Way Down East (Robert Harron)
*On opening night of Way Down East, we repaired to the theater for the premiere as usual. Bobby Harron was missing that night. He had shot himself accidentally in his rooms at the Algonquin Hotel. While unpacking his dress suit, he was fatally wounded by a revolver that he had wrapped in his coat. A report went out that he had been unhappy over the roles he was getting, or not getting, and his death was suicide. But I know better.
He lived a couple of days, long enough to make his confession and receive the sacraments from Father William Humphrey, who rushed to his bedside when he heard the news. This was the priest who had brought him as a boy to the old Biograph studio on Fourteenth Street. Bobby would not have lied to him as he saw death approach.
His death marked the end of an era. With Bobby’s passing, some thread of unity seemed to leave us. A feeling of guilt lay heavy on all of us. It was a falling away and breaking up of our former trust and friendship. We felt that Bobby had brought us luck when he came to us so young and eager.

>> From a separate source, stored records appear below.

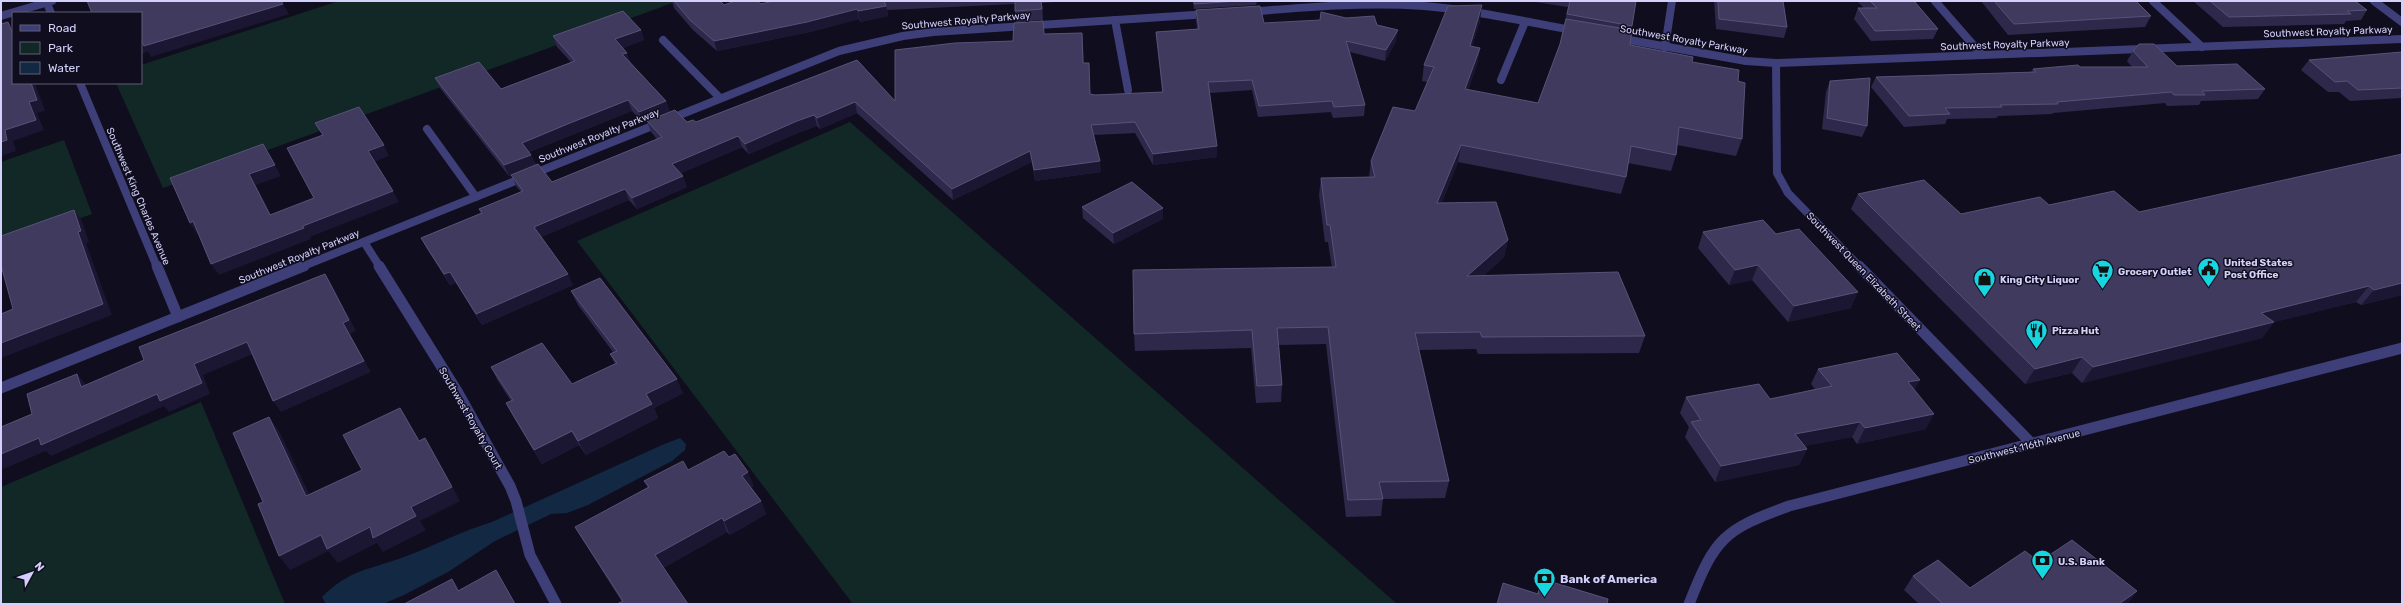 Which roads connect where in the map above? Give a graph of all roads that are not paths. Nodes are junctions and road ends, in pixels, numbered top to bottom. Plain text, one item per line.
1 (1672, 1) edge
2 (1935, 1) edge
3 (2153, 1) edge
4 (2374, 1) edge
5 (48, 2) edge
6 (14, 12) edge
7 (51, 12) edge
8 (1240, 12) edge
9 (12, 13) edge
10 (1216, 14) edge
11 (1, 16) edge
12 (1115, 20) junction
13 (1524, 22) junction
14 (2402, 22) edge
15 (1587, 33) edge
16 (1610, 37) edge
17 (2402, 39) edge
18 (663, 40) dead end
19 (1665, 47) junction
20 (2202, 47) junction
21 (1982, 56) junction
22 (1776, 63) junction
23 (1501, 80) dead end
24 (80, 84) edge
25 (1128, 90) dead end
26 (720, 98) junction
27 (427, 129) dead end
28 (476, 197) junction
29 (364, 242) junction
30 (178, 317) junction
31 (2402, 348) edge
32 (1, 388) edge
33 (2032, 444) junction
34 (556, 604) edge
35 (1689, 604) edge

1 - 19 street
2 - 21 street
3 - 20 street
4 - 14 street
5 - 6 street
5 - 7 street
8 - 13 street
9 - 11 street
10 - 12 street, Southwest Royalty Parkway
12 - 25 street
12 - 26 street, Southwest Royalty Parkway
13 - 15 street
13 - 23 street
16 - 19 street, Southwest Royalty Parkway
17 - 20 street, Southwest Royalty Parkway
18 - 26 street
19 - 22 street, Southwest Royalty Parkway
20 - 21 street, Southwest Royalty Parkway
21 - 22 street, Southwest Royalty Parkway
22 - 33 street, Southwest Queen Elizabeth Street
24 - 30 street, Southwest King Charles Avenue
26 - 28 street, Southwest Royalty Parkway
27 - 28 street
28 - 29 street, Southwest Royalty Parkway
29 - 30 street, Southwest Royalty Parkway
29 - 34 street, Southwest Royalty Court
30 - 32 street, Southwest Royalty Parkway
31 - 33 street, Southwest 116th Avenue
33 - 35 street, Southwest 116th Avenue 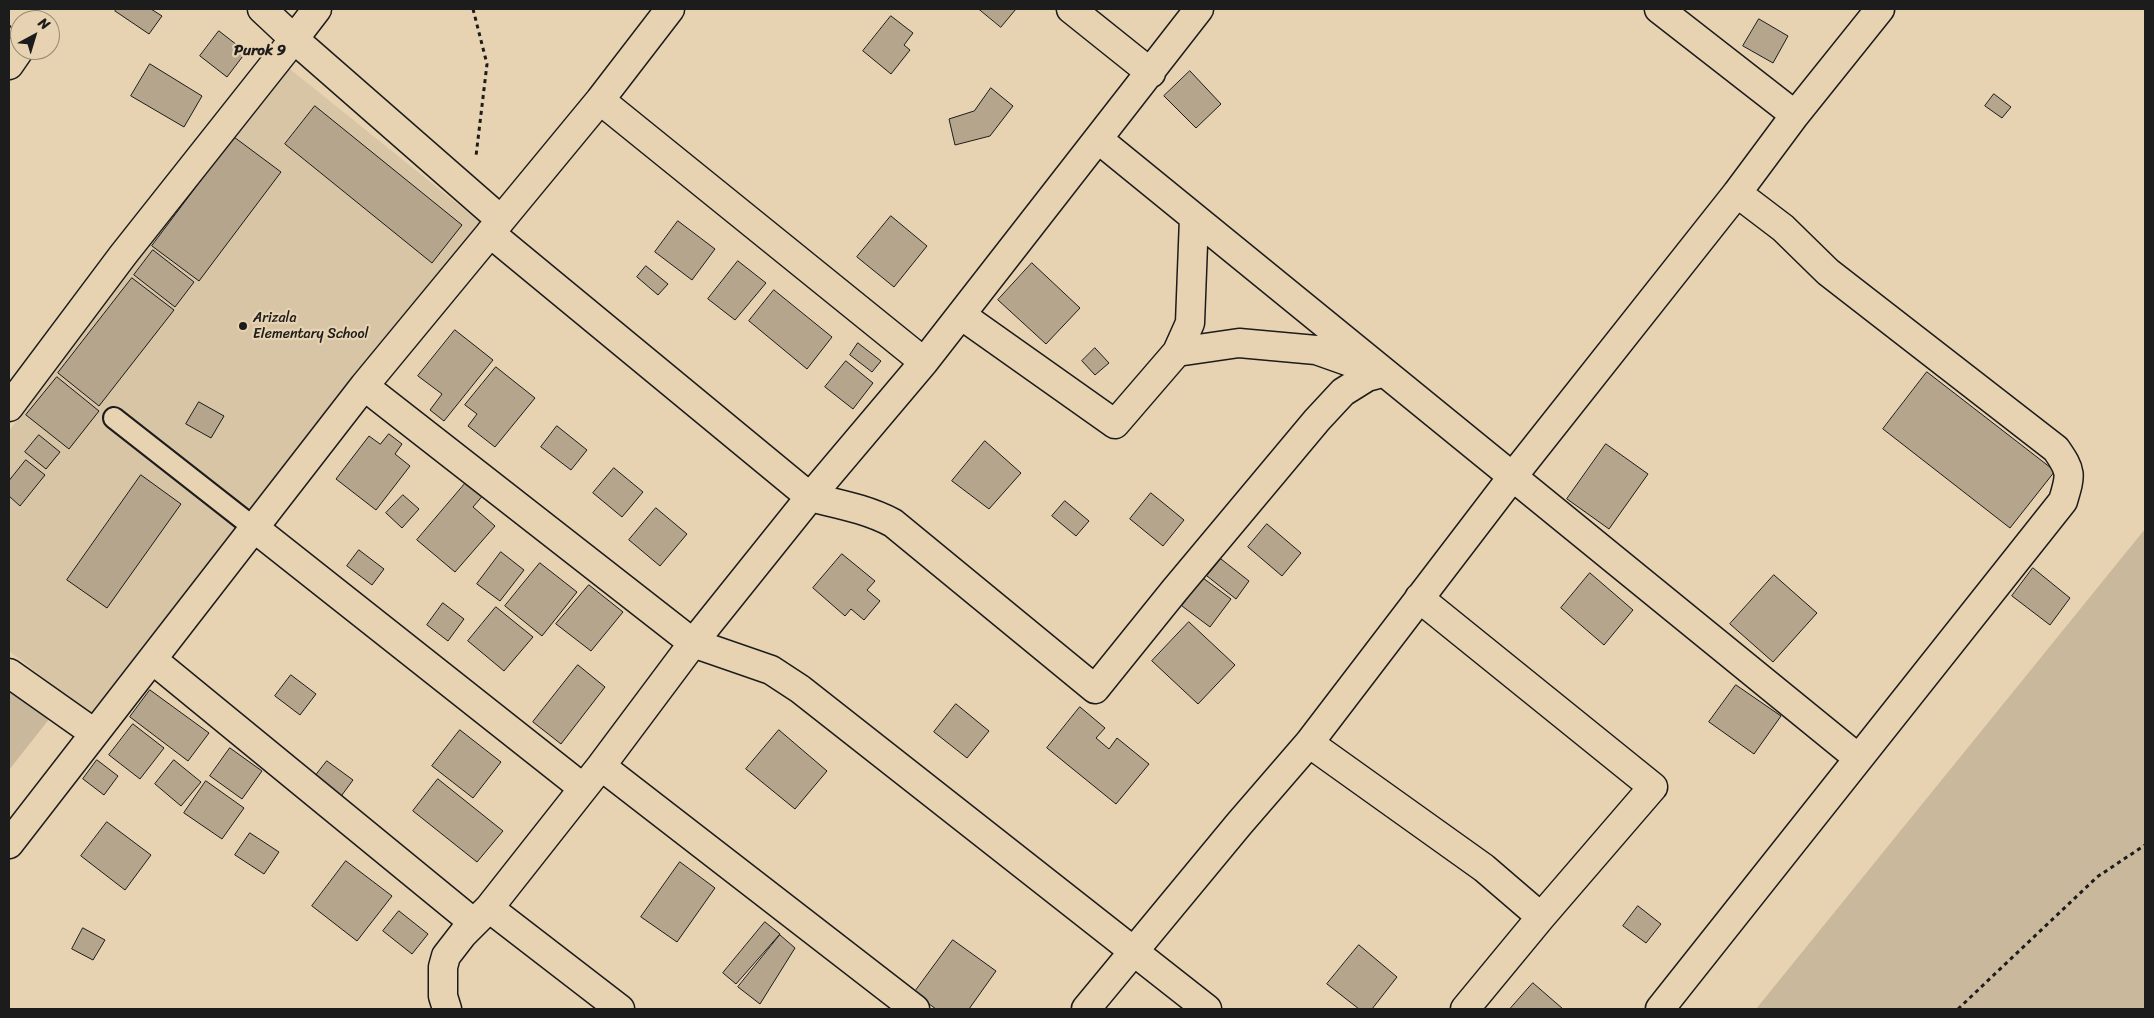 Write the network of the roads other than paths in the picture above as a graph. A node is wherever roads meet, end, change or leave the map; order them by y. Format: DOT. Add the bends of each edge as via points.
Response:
graph roads {
  1 [pos="262,9"];
  2 [pos="317,9"];
  3 [pos="670,9"];
  4 [pos="1071,9"];
  5 [pos="1199,9"];
  6 [pos="1659,9"];
  7 [pos="1880,9"];
  8 [pos="294,39"];
  9 [pos="1151,73"];
  10 [pos="600,100"];
  11 [pos="1796,115"];
  12 [pos="1098,139"];
  13 [pos="1738,194"];
  14 [pos="1194,218"];
  15 [pos="496,227"];
  16 [pos="960,315"];
  17 [pos="1177,352"];
  18 [pos="924,362"];
  19 [pos="1382,373"];
  20 [pos="364,386"];
  21 [pos="9,407"];
  22 [pos="114,418"];
  23 [pos="1513,476"];
  24 [pos="810,497"];
  25 [pos="253,527"];
  26 [pos="1419,598"];
  27 [pos="693,643"];
  28 [pos="153,660"];
  29 [pos="9,673"];
  30 [pos="94,733"];
  31 [pos="1309,743"];
  32 [pos="1858,758"];
  33 [pos="601,766"];
  34 [pos="583,788"];
  35 [pos="9,844"];
  36 [pos="481,915"];
  37 [pos="1541,917"];
  38 [pos="1134,951"];
  39 [pos="450,1005"];
  40 [pos="620,1009"];
  41 [pos="915,1009"];
  42 [pos="1086,1009"];
  43 [pos="1207,1009"];
  44 [pos="1465,1009"];
  45 [pos="1660,1009"];
  1 -- 8 [label="street"];
  2 -- 8 [label="street"];
  3 -- 10 [label="street"];
  4 -- 9 [label="street"];
  5 -- 9 [label="street"];
  6 -- 11 [label="street"];
  7 -- 11 [label="street"];
  8 -- 15 [label="street" via="472,194"];
  8 -- 21 [label="street" via="122,255"];
  9 -- 12 [label="street"];
  10 -- 15 [label="street"];
  10 -- 18 [label="street"];
  11 -- 13 [label="street"];
  12 -- 14 [label="street"];
  12 -- 16 [label="street"];
  13 -- 23 [label="street"];
  13 -- 32 [label="street" via="1782,228 1828,272 2056,449 2068,466 2069,479 2063,501"];
  14 -- 17 [label="street" via="1190,323"];
  14 -- 19 [label="street"];
  15 -- 20 [label="street"];
  15 -- 24 [label="street"];
  16 -- 17 [label="street" via="1116,424"];
  16 -- 18 [label="street"];
  17 -- 19 [label="street" via="1239,344 1316,350"];
  18 -- 24 [label="street"];
  19 -- 23 [label="street"];
  19 -- 24 [label="street" via="1367,377 1349,388 1317,420 1095,689 892,523 858,508"];
  20 -- 25 [label="street"];
  20 -- 27 [label="street"];
  22 -- 25 [label="lane"];
  23 -- 26 [label="street"];
  23 -- 32 [label="street"];
  24 -- 27 [label="street"];
  25 -- 28 [label="street"];
  25 -- 34 [label="street"];
  26 -- 31 [label="street"];
  26 -- 37 [label="street" via="1653,787"];
  27 -- 33 [label="street"];
  27 -- 38 [label="street" via="784,677"];
  28 -- 30 [label="street"];
  28 -- 36 [label="street"];
  29 -- 30 [label="street"];
  30 -- 35 [label="street"];
  31 -- 37 [label="street" via="1484,868"];
  31 -- 38 [label="street"];
  32 -- 45 [label="street"];
  33 -- 34 [label="street"];
  33 -- 41 [label="street"];
  34 -- 36 [label="street"];
  36 -- 39 [label="street" via="446,956 443,967"];
  36 -- 40 [label="street"];
  37 -- 44 [label="street"];
  38 -- 42 [label="street"];
  38 -- 43 [label="street"];
} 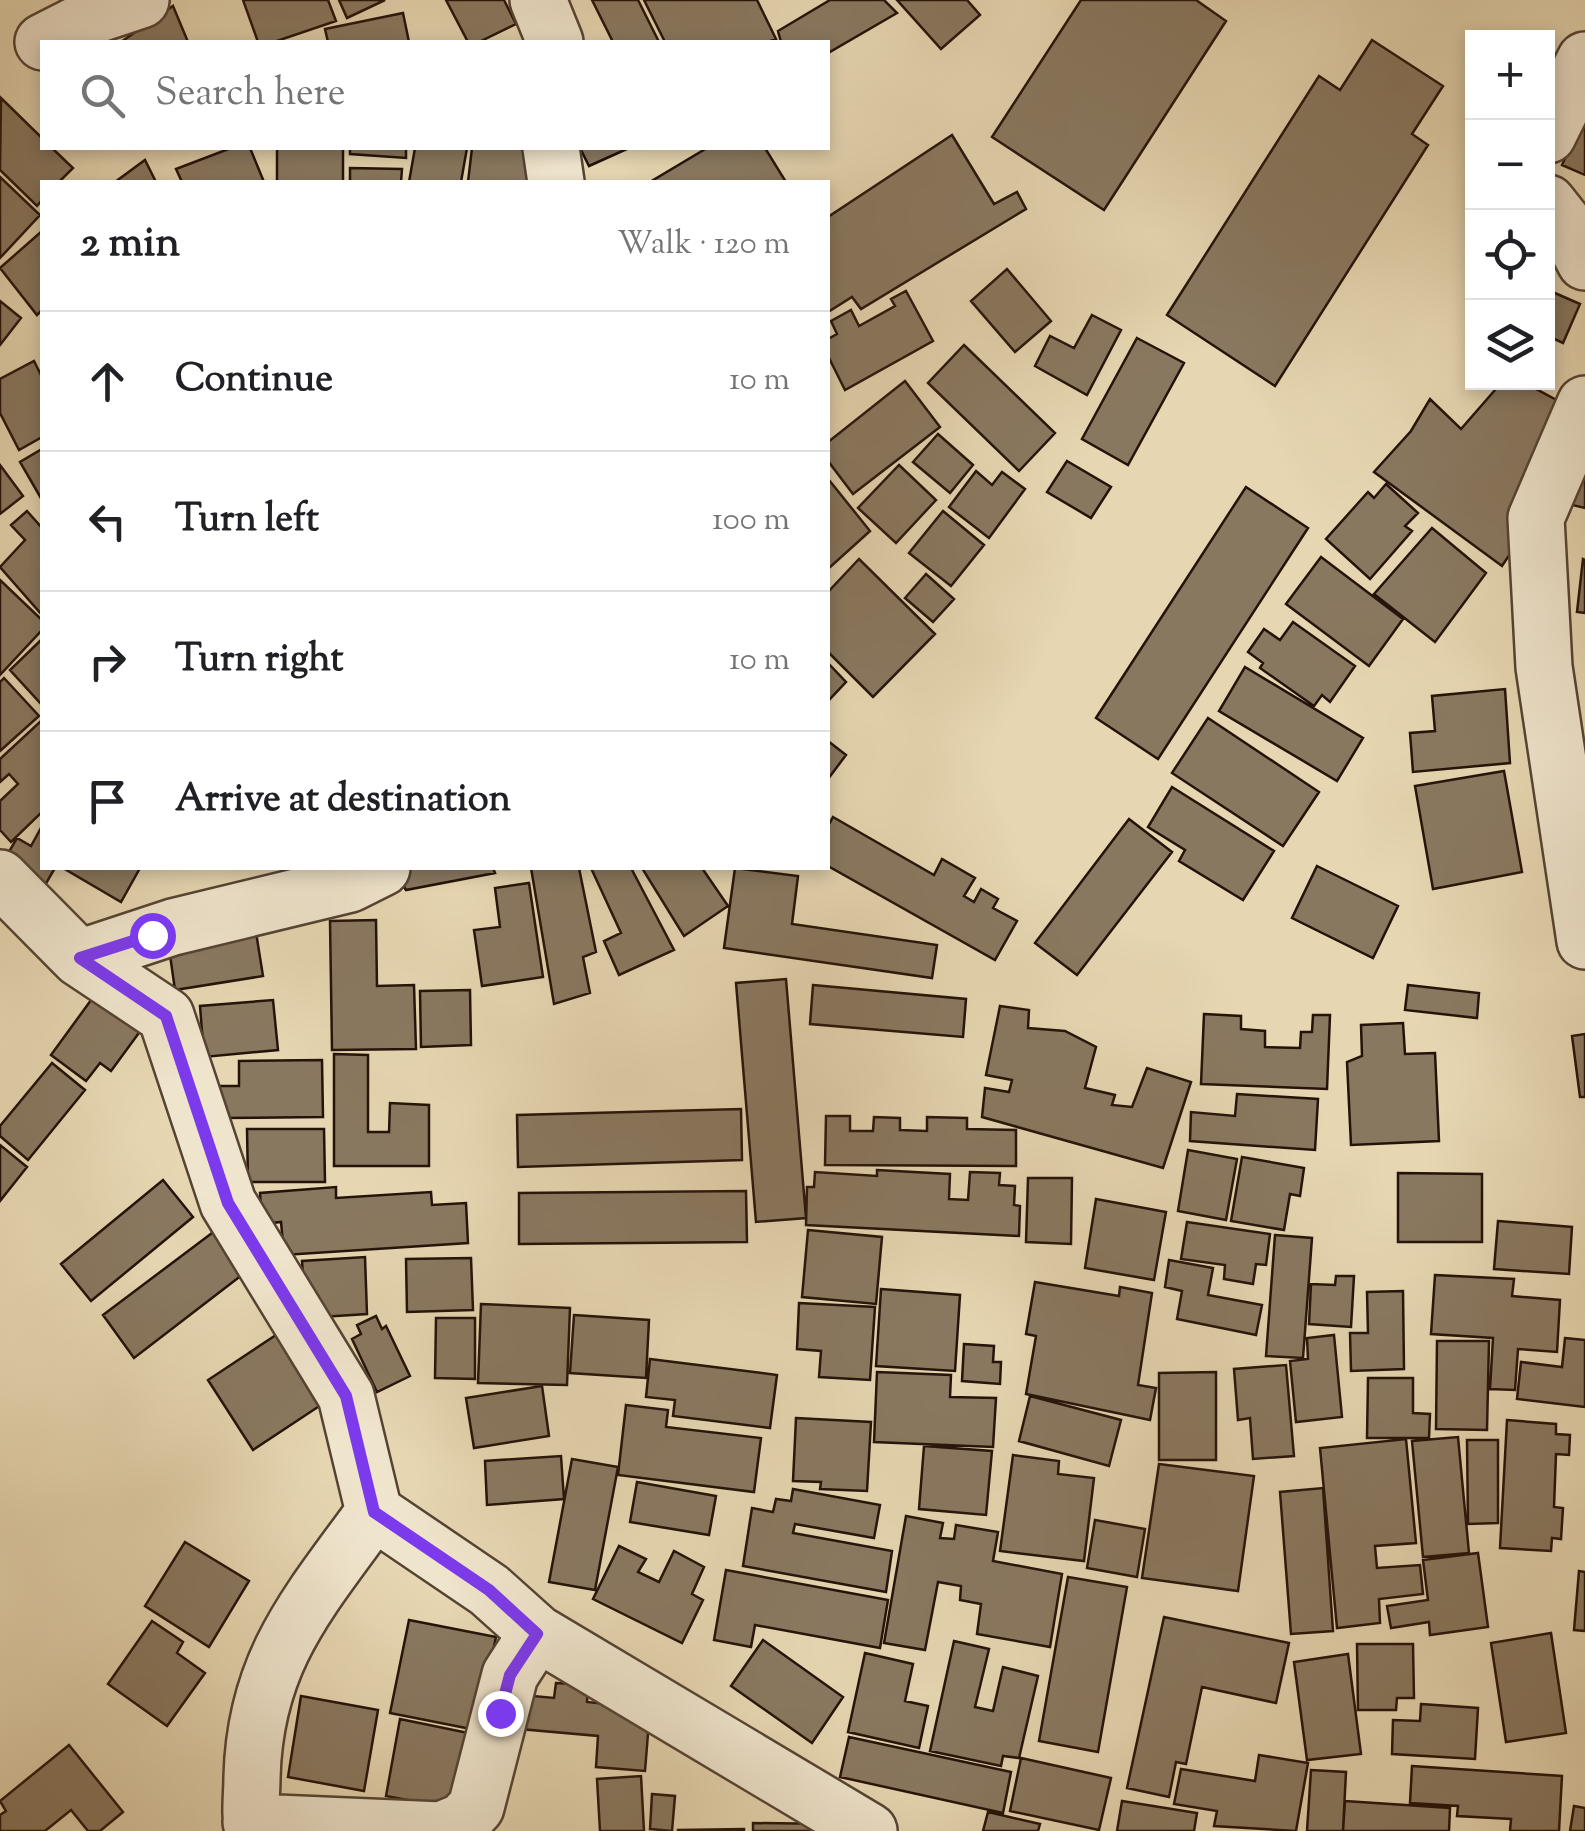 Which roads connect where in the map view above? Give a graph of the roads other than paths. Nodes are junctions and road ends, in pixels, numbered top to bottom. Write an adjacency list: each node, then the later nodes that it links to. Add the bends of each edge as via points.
1 (141, 0): 3 (street)
2 (538, 0): 4 (street)
3 (48, 40)
4 (554, 40)
5 (1585, 60): 6 (street)
6 (1555, 121)
7 (551, 150): 8 (street)
8 (556, 180)
9 (1554, 210): 10 (street)
10 (1585, 262)
11 (1585, 404): 14 (street, via 1536,518 1544,668)
12 (378, 870): 15 (street, via 350,884 173,927)
13 (0, 878): 15 (street)
14 (1585, 941)
15 (80, 958): 16 (street, via 166,1016 228,1203 346,1396)
16 (374, 1512): 17 (street, via 489,1590); 18 (street, via 299,1612 266,1682 253,1744)
17 (537, 1634): 18 (street, via 510,1675 476,1807 463,1821 442,1830); 19 (street)
18 (252, 1826)
19 (869, 1831)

I can still see his face as I photographed Bobby’s Kodak early in 1908, when Lawrence Griffith was merely the name of another actor. After Bobby’s death in 1920, it was never the same again.
As we left, one by one, Griffith seemed quite alone and isolated. I think it was this isolation more than anything—money or fame—that gave him trouble, although it may have simply been the changing times and the beginning of a new era.